According to a missing charter referred to in later documents, in 1093 Aimery authorized a group of Benedictine monks to settle in the forest of Fontfroide, a modest starting point for what would later become one of the most powerful monasteries in the region, Cistercian Abbey of Fontfroide.

Leaving for the Holy Land around 1103, Aimery died soon after. His eldest son Aymeri II succeeded him.

== Marriage and descent ==
Between 1085 and 1087, Aimery married Mahaut of Apulia, daughter of Robert Guiscard, duke of Apulia.

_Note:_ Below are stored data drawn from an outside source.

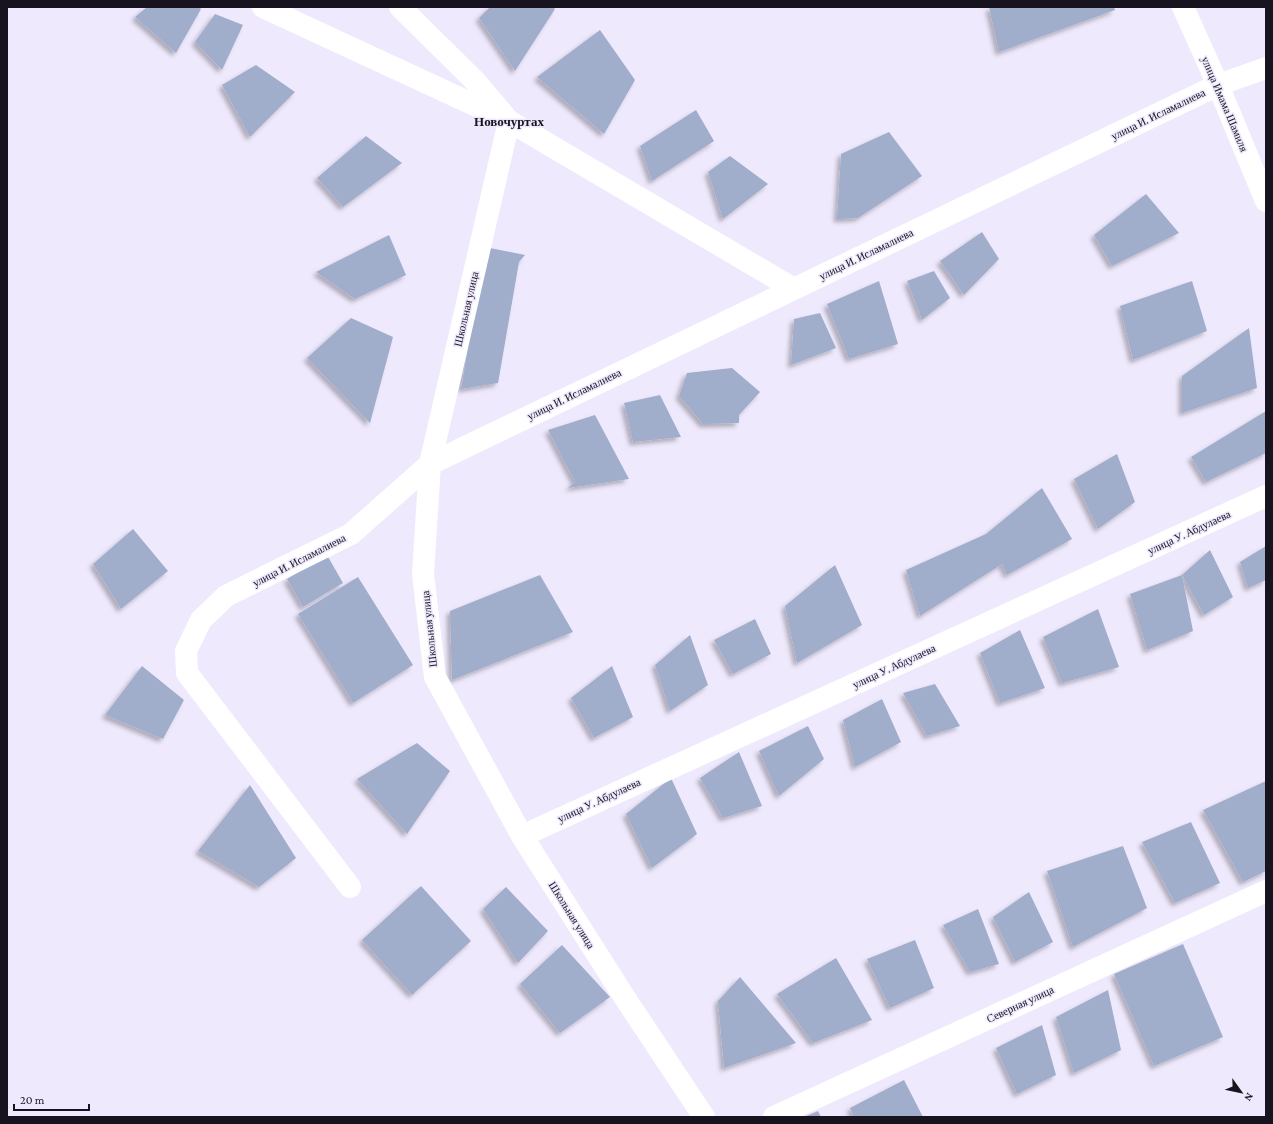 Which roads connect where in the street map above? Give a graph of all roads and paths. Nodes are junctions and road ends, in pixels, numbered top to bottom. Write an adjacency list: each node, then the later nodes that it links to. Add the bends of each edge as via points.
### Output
1 (263, 7): 6 (street)
2 (400, 7): 6 (street, via 476,82)
3 (1183, 7): 5 (street, улица Имама Шамиля)
4 (1266, 68): 5 (street, улица И. Исламалиева)
5 (1218, 85): 7 (street, улица Имама Шамиля); 8 (street, улица И. Исламалиева)
6 (509, 121): 8 (street); 9 (street, Школьная улица)
7 (1266, 201)
8 (794, 289): 9 (street, улица И. Исламалиева)
9 (430, 464): 11 (street, Школьная улица, via 423,574 435,677); 12 (street, улица И. Исламалиева, via 351,534 226,596 201,620 186,651 187,673)
10 (1266, 496): 11 (street, улица У. Абдулаева)
11 (522, 836): 14 (street, Школьная улица)
12 (350, 887)
13 (1266, 891): 15 (street, Северная улица)
14 (704, 1117)
15 (774, 1117)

They had:
- Aimery II (died in 1134), viscount of Narbonne, his successor
- Bernard, also says Bernard Raimond (attested in 1103)
- Guiscard (attested in 1103)
- Bérenger (died in 1162), first monk at the abbey of Saint-Pons-de-Thomières (1103), and then abbot de Lagrasse (1114 / 1117-1156) and Archbishop of Narbonne (1156-1162)

==Sources==
- Graham-Leigh, Elaine (2005). "The Southern French Nobility and the Albigensian Crusade"
- Grèzes-Rueff, François (1977). "L'abbaye de Fontfroide et son domaine foncier aux XIIe-XIIIe siècles"
- Stasser, Thierry (1993). "La maison vicomtale de Narbonne aux Xe et XIe siècles"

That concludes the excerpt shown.